- **WORK INSTRUCTION**:
Report how many lines of the material contain the string "dead". Add nothing beyond the number.

====================

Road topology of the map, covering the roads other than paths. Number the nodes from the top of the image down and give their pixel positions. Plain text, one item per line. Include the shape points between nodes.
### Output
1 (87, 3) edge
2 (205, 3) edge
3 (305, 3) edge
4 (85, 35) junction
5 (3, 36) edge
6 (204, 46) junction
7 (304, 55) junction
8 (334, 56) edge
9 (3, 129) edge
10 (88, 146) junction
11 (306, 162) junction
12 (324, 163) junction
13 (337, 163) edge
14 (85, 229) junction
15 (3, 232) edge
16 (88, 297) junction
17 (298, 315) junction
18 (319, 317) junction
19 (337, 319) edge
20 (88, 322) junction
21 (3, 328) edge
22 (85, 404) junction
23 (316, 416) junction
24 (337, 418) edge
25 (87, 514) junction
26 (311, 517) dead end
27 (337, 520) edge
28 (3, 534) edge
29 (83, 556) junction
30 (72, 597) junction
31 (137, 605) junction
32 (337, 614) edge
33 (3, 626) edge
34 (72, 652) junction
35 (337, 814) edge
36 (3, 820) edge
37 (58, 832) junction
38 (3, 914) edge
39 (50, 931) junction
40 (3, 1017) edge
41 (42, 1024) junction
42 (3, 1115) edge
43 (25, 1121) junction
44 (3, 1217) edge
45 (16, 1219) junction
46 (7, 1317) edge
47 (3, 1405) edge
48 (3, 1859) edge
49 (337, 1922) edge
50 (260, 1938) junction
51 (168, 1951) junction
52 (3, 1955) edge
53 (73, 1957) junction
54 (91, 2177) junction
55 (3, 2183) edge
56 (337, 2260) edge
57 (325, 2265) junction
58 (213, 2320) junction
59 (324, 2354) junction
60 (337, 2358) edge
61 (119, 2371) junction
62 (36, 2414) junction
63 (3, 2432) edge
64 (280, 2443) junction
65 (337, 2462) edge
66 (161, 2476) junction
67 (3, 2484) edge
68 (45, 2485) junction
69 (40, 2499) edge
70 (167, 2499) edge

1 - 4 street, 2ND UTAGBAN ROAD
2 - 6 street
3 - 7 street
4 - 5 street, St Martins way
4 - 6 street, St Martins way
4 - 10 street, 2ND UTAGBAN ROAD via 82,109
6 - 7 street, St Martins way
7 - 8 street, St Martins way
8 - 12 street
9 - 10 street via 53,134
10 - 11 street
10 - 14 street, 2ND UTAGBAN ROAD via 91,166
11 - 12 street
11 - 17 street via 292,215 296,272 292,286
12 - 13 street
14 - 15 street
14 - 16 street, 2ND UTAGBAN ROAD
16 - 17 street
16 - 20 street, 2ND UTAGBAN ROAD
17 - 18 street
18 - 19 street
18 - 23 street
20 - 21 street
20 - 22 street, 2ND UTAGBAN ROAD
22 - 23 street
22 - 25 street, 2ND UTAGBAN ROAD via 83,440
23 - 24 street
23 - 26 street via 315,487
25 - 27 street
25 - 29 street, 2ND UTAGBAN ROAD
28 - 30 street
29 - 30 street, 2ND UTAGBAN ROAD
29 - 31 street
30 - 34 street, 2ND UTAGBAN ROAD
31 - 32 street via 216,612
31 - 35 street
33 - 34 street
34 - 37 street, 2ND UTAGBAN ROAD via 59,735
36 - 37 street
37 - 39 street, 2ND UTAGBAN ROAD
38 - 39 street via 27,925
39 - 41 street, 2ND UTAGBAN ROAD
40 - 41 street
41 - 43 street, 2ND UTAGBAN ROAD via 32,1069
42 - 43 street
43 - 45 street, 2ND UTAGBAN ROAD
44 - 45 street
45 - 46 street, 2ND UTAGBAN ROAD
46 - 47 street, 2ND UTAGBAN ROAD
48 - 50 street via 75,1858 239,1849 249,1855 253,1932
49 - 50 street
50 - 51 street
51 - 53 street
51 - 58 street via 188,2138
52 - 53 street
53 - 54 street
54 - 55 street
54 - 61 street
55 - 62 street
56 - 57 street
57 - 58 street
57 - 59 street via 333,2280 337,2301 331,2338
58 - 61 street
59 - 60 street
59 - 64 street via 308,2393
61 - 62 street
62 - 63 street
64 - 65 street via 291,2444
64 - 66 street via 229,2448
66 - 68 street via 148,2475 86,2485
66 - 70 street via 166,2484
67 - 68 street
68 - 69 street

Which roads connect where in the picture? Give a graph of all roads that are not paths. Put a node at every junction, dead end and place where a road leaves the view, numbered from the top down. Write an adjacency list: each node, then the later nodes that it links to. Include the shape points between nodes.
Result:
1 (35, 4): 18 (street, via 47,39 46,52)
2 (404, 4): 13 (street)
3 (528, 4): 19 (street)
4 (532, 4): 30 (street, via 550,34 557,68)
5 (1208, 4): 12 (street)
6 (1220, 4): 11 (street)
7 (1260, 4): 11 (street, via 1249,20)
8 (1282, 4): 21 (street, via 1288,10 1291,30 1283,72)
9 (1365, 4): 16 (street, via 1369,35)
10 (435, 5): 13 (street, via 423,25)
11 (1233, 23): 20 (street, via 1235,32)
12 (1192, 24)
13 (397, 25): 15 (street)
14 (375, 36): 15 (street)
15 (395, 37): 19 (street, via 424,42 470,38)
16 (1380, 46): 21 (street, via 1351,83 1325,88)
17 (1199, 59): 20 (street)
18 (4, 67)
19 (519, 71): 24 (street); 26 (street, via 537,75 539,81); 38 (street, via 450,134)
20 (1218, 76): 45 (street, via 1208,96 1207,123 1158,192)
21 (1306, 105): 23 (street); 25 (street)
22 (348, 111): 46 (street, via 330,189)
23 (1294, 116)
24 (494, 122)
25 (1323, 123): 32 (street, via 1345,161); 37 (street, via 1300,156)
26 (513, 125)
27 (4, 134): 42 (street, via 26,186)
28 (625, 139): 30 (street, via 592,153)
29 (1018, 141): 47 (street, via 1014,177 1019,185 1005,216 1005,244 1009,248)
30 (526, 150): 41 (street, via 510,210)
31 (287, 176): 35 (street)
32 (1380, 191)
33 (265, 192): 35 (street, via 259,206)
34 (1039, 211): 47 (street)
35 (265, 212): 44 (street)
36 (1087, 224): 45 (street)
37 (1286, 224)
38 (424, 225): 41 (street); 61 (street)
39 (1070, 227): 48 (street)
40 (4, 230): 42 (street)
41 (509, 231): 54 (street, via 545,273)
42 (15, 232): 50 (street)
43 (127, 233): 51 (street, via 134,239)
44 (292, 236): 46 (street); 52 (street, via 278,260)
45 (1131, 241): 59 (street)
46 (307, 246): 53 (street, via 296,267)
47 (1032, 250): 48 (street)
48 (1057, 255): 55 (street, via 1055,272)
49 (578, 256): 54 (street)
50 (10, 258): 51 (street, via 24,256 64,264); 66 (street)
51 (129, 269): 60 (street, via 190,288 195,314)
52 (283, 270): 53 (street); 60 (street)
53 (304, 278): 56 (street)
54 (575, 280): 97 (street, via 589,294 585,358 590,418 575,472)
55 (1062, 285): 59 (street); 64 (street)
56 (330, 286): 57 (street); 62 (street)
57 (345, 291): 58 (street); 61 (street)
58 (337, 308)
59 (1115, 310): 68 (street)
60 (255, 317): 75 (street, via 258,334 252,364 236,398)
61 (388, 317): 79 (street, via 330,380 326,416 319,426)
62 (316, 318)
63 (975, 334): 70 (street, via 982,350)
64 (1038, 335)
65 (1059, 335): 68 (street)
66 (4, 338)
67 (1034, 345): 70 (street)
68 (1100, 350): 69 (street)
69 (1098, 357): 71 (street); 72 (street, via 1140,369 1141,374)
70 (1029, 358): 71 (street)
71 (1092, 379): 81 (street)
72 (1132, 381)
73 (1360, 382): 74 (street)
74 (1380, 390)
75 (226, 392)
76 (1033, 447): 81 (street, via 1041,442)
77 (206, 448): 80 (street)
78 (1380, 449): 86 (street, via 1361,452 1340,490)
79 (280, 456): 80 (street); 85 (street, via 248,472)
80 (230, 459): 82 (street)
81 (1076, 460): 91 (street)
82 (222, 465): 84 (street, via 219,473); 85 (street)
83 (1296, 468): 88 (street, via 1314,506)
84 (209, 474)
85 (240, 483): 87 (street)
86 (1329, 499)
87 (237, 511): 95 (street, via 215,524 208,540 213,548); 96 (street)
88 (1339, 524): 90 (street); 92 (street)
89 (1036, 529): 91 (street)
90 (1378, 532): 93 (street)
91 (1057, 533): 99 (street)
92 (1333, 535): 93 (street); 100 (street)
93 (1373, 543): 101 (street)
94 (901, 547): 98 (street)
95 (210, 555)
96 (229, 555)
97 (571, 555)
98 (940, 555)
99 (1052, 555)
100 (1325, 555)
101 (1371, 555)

====================

- **EXPECTED ANSWER**:
2